__Stored data__.
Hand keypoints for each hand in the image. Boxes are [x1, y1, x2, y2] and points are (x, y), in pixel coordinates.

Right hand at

...

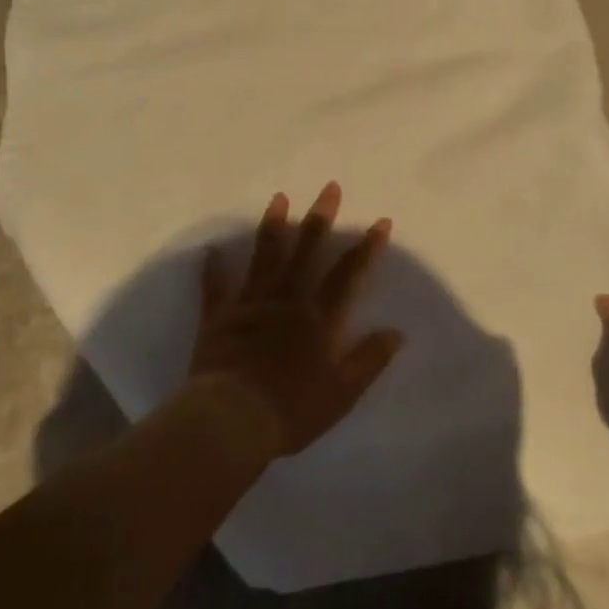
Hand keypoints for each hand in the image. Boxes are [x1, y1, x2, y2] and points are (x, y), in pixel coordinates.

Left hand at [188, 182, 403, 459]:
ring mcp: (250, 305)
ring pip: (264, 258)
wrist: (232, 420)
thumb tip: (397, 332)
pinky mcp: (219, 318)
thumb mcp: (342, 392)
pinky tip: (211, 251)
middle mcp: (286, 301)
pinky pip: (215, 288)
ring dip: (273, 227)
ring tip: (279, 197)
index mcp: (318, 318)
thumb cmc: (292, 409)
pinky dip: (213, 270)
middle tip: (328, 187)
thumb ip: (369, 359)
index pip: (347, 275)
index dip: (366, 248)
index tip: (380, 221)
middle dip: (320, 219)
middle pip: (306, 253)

---

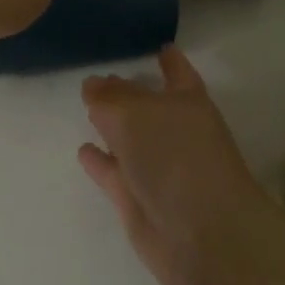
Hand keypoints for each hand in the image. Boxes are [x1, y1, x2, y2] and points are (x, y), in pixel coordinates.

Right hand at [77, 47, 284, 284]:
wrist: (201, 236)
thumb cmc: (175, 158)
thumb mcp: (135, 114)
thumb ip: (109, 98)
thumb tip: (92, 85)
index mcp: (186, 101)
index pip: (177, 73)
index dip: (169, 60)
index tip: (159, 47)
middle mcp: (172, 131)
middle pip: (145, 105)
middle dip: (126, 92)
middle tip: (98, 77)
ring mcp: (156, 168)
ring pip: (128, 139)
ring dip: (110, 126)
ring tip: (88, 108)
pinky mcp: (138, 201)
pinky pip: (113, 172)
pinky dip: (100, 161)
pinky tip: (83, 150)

__Exercise aim__.
After locating the line with "ring dip: (273, 227)" in the material above, return it and each line after it exactly, ending at the line with "middle pip: (306, 253)".

__Output for this task__.
ring dip: (273, 227)
ring tip: (279, 197)
index mcp: (318, 318)
thumb cmc: (292, 409)
pinky dip: (213, 270)
middle tip: (328, 187)
thumb ip: (369, 359)
index pip: (347, 275)
index dip: (366, 248)
index tip: (380, 221)
middle dip: (320, 219)
middle pip: (306, 253)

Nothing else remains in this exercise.